◆ Task description
Every entry below is to be retyped exactly as it stands.

──────

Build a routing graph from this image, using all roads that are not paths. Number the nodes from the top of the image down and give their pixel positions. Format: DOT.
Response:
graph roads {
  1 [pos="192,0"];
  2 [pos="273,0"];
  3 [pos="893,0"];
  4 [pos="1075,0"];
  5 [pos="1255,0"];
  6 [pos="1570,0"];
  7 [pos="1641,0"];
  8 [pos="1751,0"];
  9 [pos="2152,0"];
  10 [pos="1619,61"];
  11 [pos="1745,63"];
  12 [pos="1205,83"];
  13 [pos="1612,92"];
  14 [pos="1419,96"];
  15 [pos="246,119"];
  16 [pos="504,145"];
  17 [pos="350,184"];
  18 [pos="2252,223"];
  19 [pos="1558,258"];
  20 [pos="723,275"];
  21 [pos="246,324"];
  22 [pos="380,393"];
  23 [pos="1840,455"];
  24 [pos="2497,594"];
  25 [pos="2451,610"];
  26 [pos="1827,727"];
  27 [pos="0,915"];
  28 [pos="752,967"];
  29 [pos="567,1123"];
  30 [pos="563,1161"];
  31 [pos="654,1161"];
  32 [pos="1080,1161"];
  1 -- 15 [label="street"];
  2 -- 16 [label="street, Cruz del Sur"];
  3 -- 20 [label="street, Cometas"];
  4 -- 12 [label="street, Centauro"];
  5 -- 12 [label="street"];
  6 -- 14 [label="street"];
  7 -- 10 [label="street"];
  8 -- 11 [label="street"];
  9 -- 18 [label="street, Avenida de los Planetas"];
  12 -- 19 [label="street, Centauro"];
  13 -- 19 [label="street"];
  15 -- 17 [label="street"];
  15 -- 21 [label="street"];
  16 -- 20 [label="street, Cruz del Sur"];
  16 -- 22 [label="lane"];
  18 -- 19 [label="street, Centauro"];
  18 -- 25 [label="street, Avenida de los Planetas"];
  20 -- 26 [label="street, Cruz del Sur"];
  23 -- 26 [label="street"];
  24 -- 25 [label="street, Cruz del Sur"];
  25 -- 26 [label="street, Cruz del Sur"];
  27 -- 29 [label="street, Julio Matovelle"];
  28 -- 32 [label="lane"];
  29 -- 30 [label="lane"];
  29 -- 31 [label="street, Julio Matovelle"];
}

──────

◆ Answer section
Build a routing graph from this image, using all roads that are not paths. Number the nodes from the top of the image down and give their pixel positions. Format: DOT.
Response:
graph roads {
  1 [pos="192,0"];
  2 [pos="273,0"];
  3 [pos="893,0"];
  4 [pos="1075,0"];
  5 [pos="1255,0"];
  6 [pos="1570,0"];
  7 [pos="1641,0"];
  8 [pos="1751,0"];
  9 [pos="2152,0"];
  10 [pos="1619,61"];
  11 [pos="1745,63"];
  12 [pos="1205,83"];
  13 [pos="1612,92"];
  14 [pos="1419,96"];
  15 [pos="246,119"];
  16 [pos="504,145"];
  17 [pos="350,184"];
  18 [pos="2252,223"];
  19 [pos="1558,258"];
  20 [pos="723,275"];
  21 [pos="246,324"];
  22 [pos="380,393"];
  23 [pos="1840,455"];
  24 [pos="2497,594"];
  25 [pos="2451,610"];
  26 [pos="1827,727"];
  27 [pos="0,915"];
  28 [pos="752,967"];
  29 [pos="567,1123"];
  30 [pos="563,1161"];
  31 [pos="654,1161"];
  32 [pos="1080,1161"];
  1 -- 15 [label="street"];
  2 -- 16 [label="street, Cruz del Sur"];
  3 -- 20 [label="street, Cometas"];
  4 -- 12 [label="street, Centauro"];
  5 -- 12 [label="street"];
  6 -- 14 [label="street"];
  7 -- 10 [label="street"];
  8 -- 11 [label="street"];
  9 -- 18 [label="street, Avenida de los Planetas"];
  12 -- 19 [label="street, Centauro"];
  13 -- 19 [label="street"];
  15 -- 17 [label="street"];
  15 -- 21 [label="street"];
  16 -- 20 [label="street, Cruz del Sur"];
  16 -- 22 [label="lane"];
  18 -- 19 [label="street, Centauro"];
  18 -- 25 [label="street, Avenida de los Planetas"];
  20 -- 26 [label="street, Cruz del Sur"];
  23 -- 26 [label="street"];
  24 -- 25 [label="street, Cruz del Sur"];
  25 -- 26 [label="street, Cruz del Sur"];
  27 -- 29 [label="street, Julio Matovelle"];
  28 -- 32 [label="lane"];
  29 -- 30 [label="lane"];
  29 -- 31 [label="street, Julio Matovelle"];
}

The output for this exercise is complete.